**** Material for the task
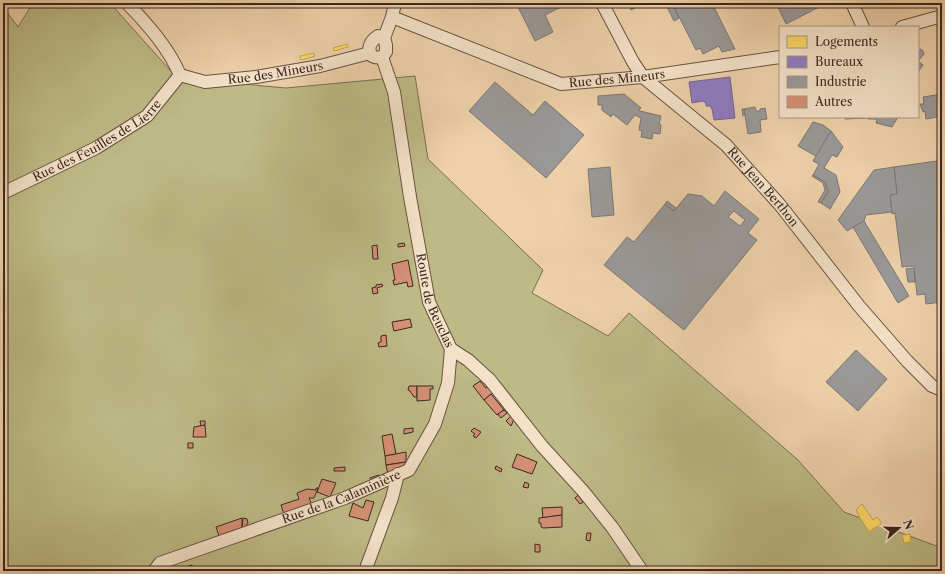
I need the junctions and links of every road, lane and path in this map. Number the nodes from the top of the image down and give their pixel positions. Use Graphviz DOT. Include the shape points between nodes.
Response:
graph roads {
  1 [pos="127,3"];
  2 [pos="395,3"];
  3 [pos="602,3"];
  4 [pos="852,3"];
  5 [pos="942,16"];
  6 [pos="392,17"];
  7 [pos="863,26"];
  8 [pos="906,26"];
  9 [pos="384,38"];
  10 [pos="370,53"];
  11 [pos="382,57"];
  12 [pos="779,57"];
  13 [pos="180,75"];
  14 [pos="642,77"];
  15 [pos="3,193"];
  16 [pos="451,349"];
  17 [pos="924,377"];
  18 [pos="942,382"];
  19 [pos="942,390"];
  20 [pos="398,474"];
  21 [pos="154,571"];
  22 [pos="365,571"];
  23 [pos="642,571"];
  1 -- 13 [label="street" via="173,58"];
  2 -- 6 [label="street"];
  3 -- 14 [label="street, Rue Jean Berthon"];
  4 -- 7 [label="street"];
  5 -- 8 [label="street"];
  6 -- 9 [label="street"];
  6 -- 14 [label="street, Rue des Mineurs" via="561,84"];
  9 -- 10 [label="street" via="378,36 371,43"];
  9 -- 11 [label="street" via="386,52"];
  10 -- 11 [label="street" via="377,58"];
  10 -- 13 [label="street, Rue des Mineurs" via="320,66 256,77 205,82"];
  11 -- 16 [label="street, Route de Beuclas" via="394,92 429,302"];
  12 -- 14 [label="street, Rue des Mineurs"];
  13 -- 15 [label="street, Rue des Feuilles de Lierre" via="147,116 96,148"];
  14 -- 17 [label="street, Rue Jean Berthon" via="726,145 780,205 859,306"];
  16 -- 20 [label="street, Rue de la Calaminière" via="448,382 436,424 408,470"];
  16 -- 23 [label="street, Route de Beuclas" via="490,380 542,446 612,527"];
  17 -- 18 [label="street"];
  17 -- 19 [label="street, Rue Jean Berthon" via="932,386"];
  20 -- 21 [label="street, Rue de la Calaminière" via="344,498 160,563"];
  20 -- 22 [label="street" via="392,498"];
}
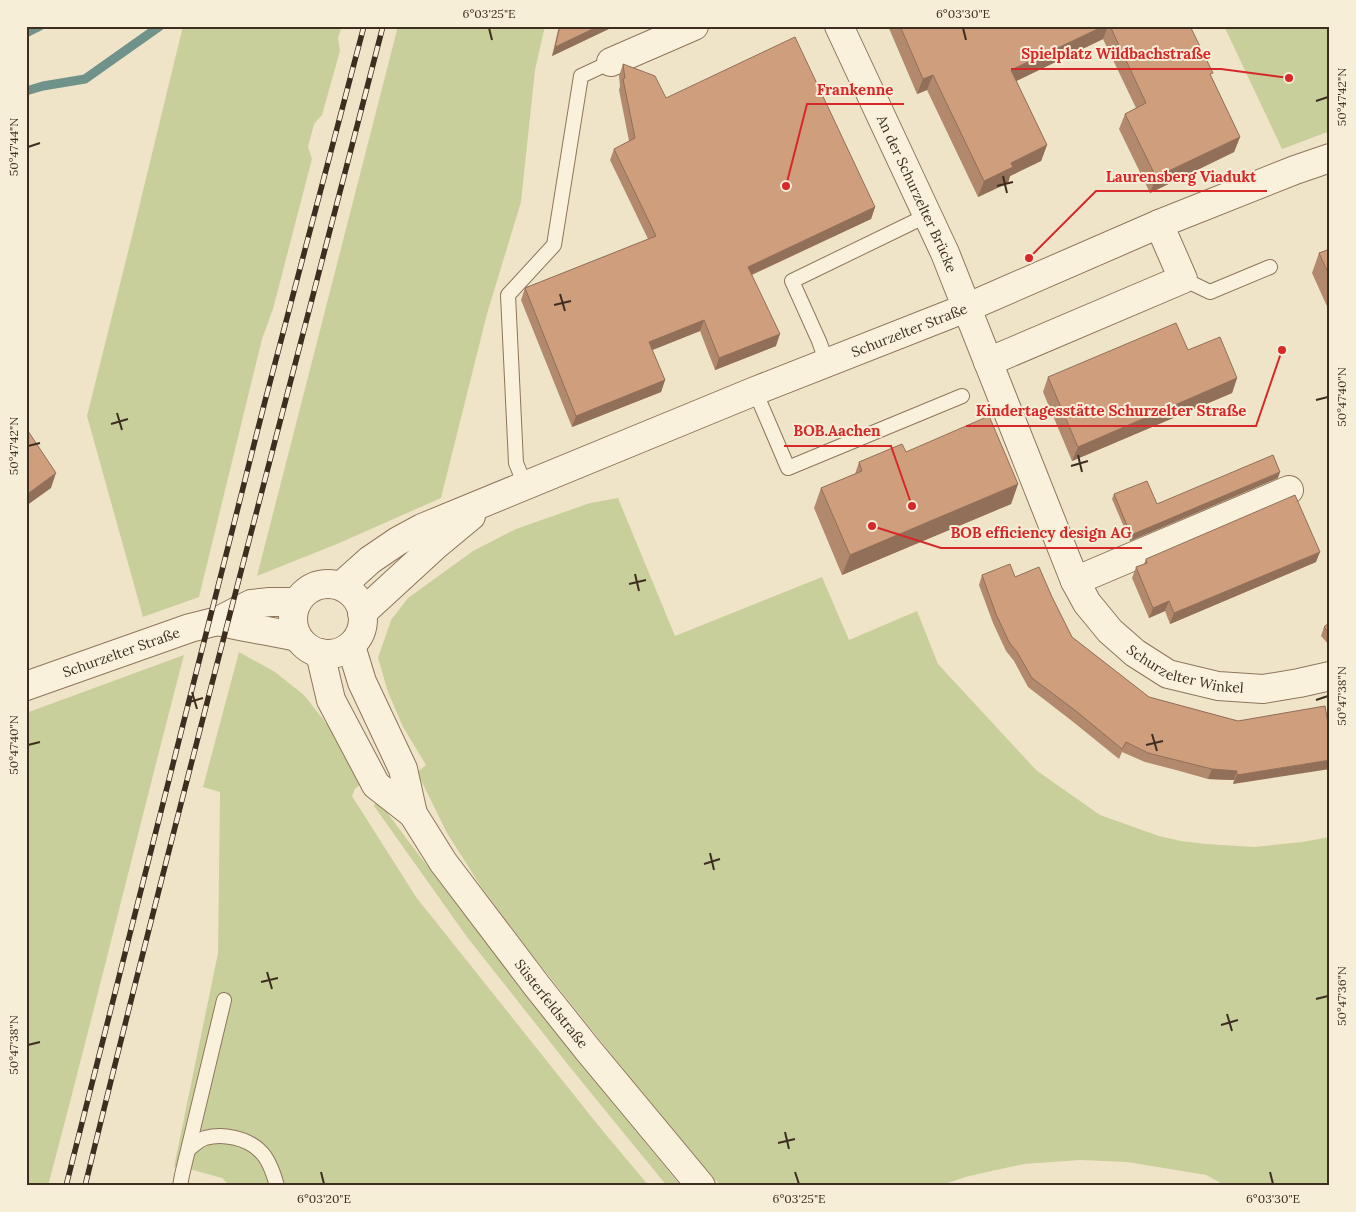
********
Omit every picture while printing the data word for word.

I need the junctions and links of every road, lane and path in this map. Number the nodes from the top of the image down and give their pixel positions. Use Graphviz DOT. Include the shape points between nodes.
Response:
graph roads {
  1 [pos="127,3"];
  2 [pos="395,3"];
  3 [pos="602,3"];
  4 [pos="852,3"];
  5 [pos="942,16"];
  6 [pos="392,17"];
  7 [pos="863,26"];
  8 [pos="906,26"];
  9 [pos="384,38"];
  10 [pos="370,53"];
  11 [pos="382,57"];
  12 [pos="779,57"];
  13 [pos="180,75"];
  14 [pos="642,77"];
  15 [pos="3,193"];
  16 [pos="451,349"];
  17 [pos="924,377"];
  18 [pos="942,382"];
  19 [pos="942,390"];
  20 [pos="398,474"];
  21 [pos="154,571"];
  22 [pos="365,571"];
  23 [pos="642,571"];
  1 -- 13 [label="street" via="173,58"];
  2 -- 6 [label="street"];
  3 -- 14 [label="street, Rue Jean Berthon"];
  4 -- 7 [label="street"];
  5 -- 8 [label="street"];
  6 -- 9 [label="street"];
  6 -- 14 [label="street, Rue des Mineurs" via="561,84"];
  9 -- 10 [label="street" via="378,36 371,43"];
  9 -- 11 [label="street" via="386,52"];
  10 -- 11 [label="street" via="377,58"];
  10 -- 13 [label="street, Rue des Mineurs" via="320,66 256,77 205,82"];
  11 -- 16 [label="street, Route de Beuclas" via="394,92 429,302"];
  12 -- 14 [label="street, Rue des Mineurs"];
  13 -- 15 [label="street, Rue des Feuilles de Lierre" via="147,116 96,148"];
  14 -- 17 [label="street, Rue Jean Berthon" via="726,145 780,205 859,306"];
  16 -- 20 [label="street, Rue de la Calaminière" via="448,382 436,424 408,470"];
  16 -- 23 [label="street, Route de Beuclas" via="490,380 542,446 612,527"];
  17 -- 18 [label="street"];
  17 -- 19 [label="street, Rue Jean Berthon" via="932,386"];
  20 -- 21 [label="street, Rue de la Calaminière" via="344,498 160,563"];
  20 -- 22 [label="street" via="392,498"];
}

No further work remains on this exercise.